2008: An intense heat wave that induced record temperatures over the coast and valleys
the prior two days shifted to the deserts on this day.
The afternoon high in Palm Springs reached 113°.

1997:
A southern California radio station reported that more than 20 homes were flooded in Twentynine Palms from heavy thunderstorm rains.
Also, the flooding closed Route 62 for about 10 hours due to mud and debris across the road. Damage was estimated at $200,000.

1997:
A thunderstorm outflow boundary generated gusty winds that caused blowing dust on Highway 99 southeast of Fresno.
Visibility was lowered substantially resulting in a 30 vehicle pile-up that injured 15 people.

1975: Reno, NV, measured 0.9" of snow.

1957: Tornado lasted from 8:18 AM until 8:23 AM observed near the Fresno Air Terminal.
The tornado lifted shingles off of houses and knocked over a tree and was rated an F1.
This is the third oldest documented tornado on record in the Fresno area.
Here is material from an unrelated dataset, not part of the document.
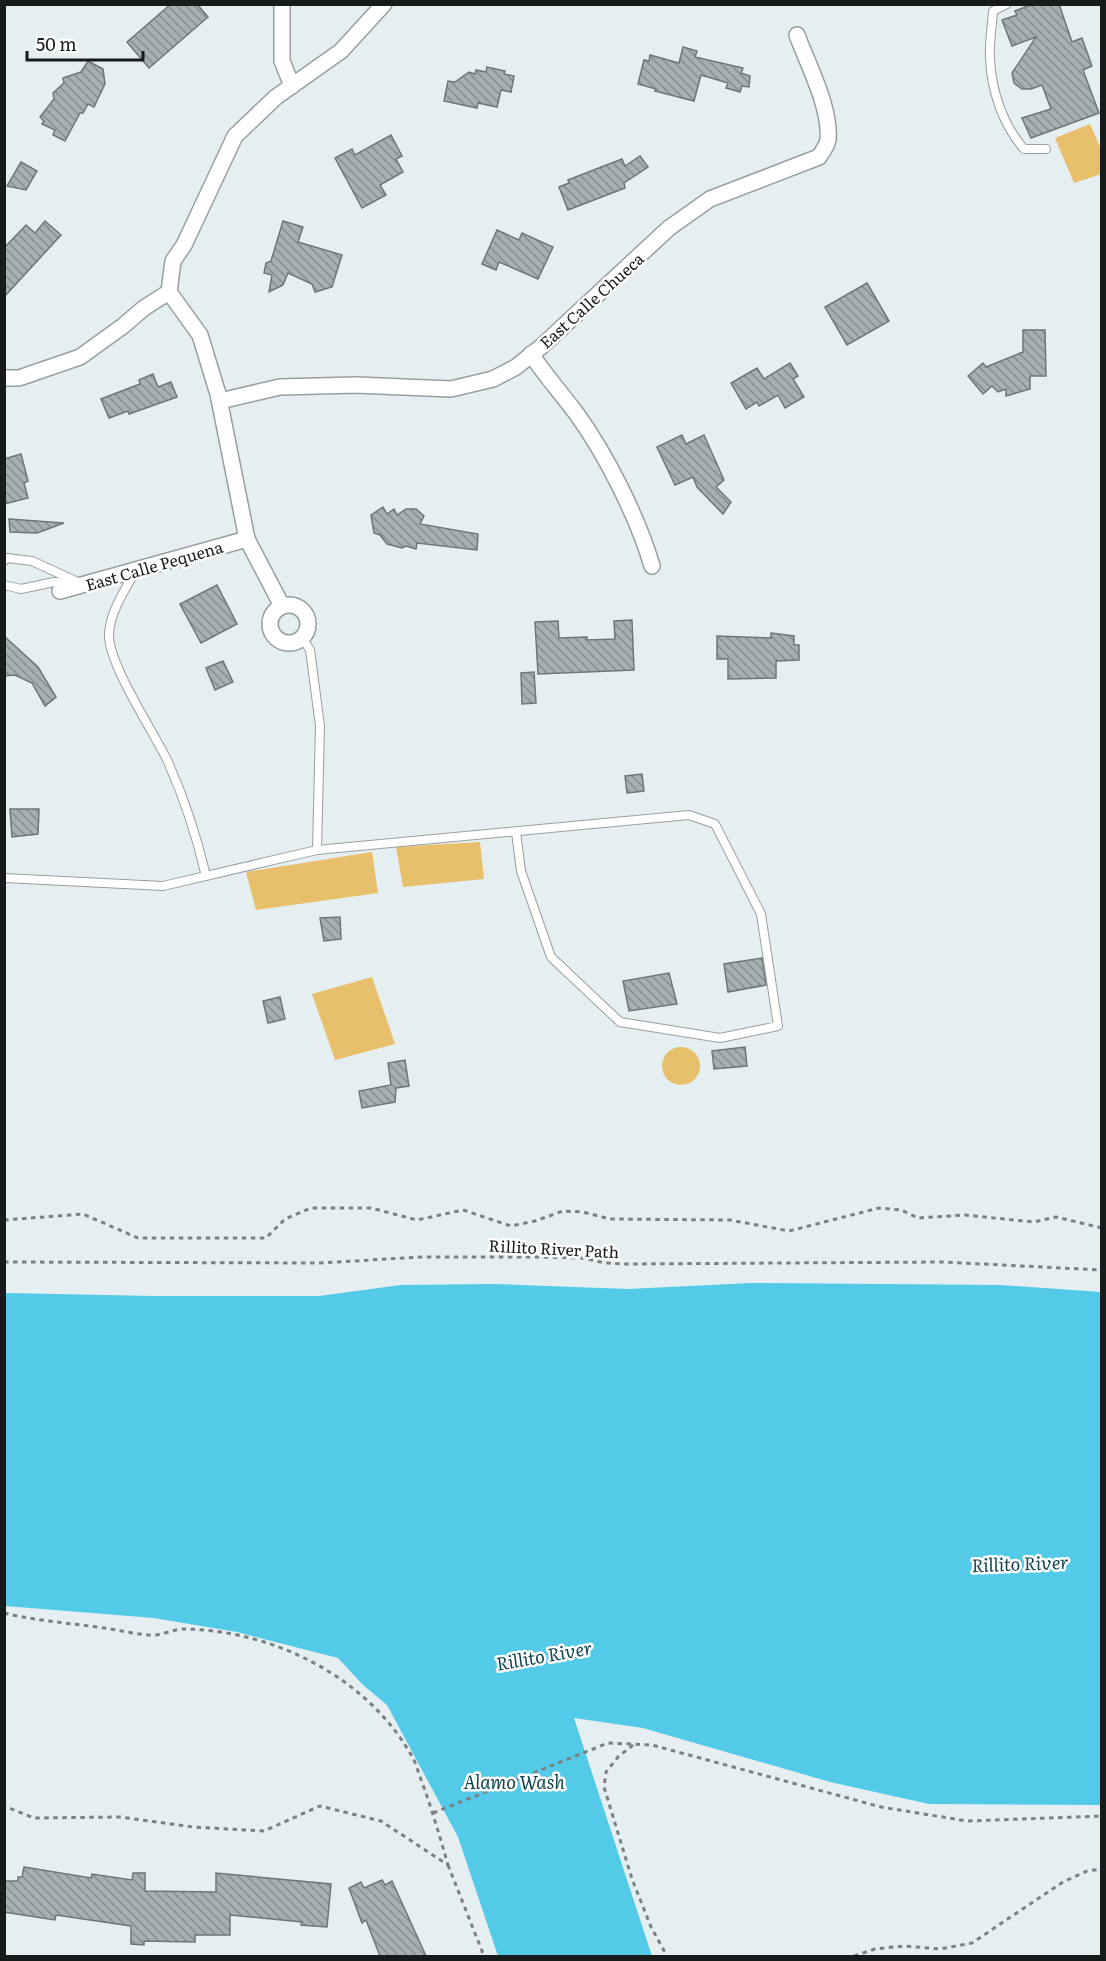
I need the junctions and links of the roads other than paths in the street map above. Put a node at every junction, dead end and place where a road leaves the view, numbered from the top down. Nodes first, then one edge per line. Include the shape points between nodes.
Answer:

1952: Strong winds caused crop and property damage in the South Valley.
Up to 20% of plums were damaged, sandblasting damaged cotton and some shoots on grapevines were removed by the wind.
Thousands of branches littered roads, blocking travel.
In addition, power lines fell and windows were shattered.
Fresno had sustained 38 mph winds from the north.

1945: It was 20° F in Idyllwild, the lowest temperature on record for May.

1925: San Francisco picked up 1.24" of rainfall.

1915: 4" of snow fell at Boca (Nevada Co.).

1892: A springtime heat wave hit Southern California starting on 5.17 and ending on this day.
Temperatures met or exceeded 95° F in LA each day.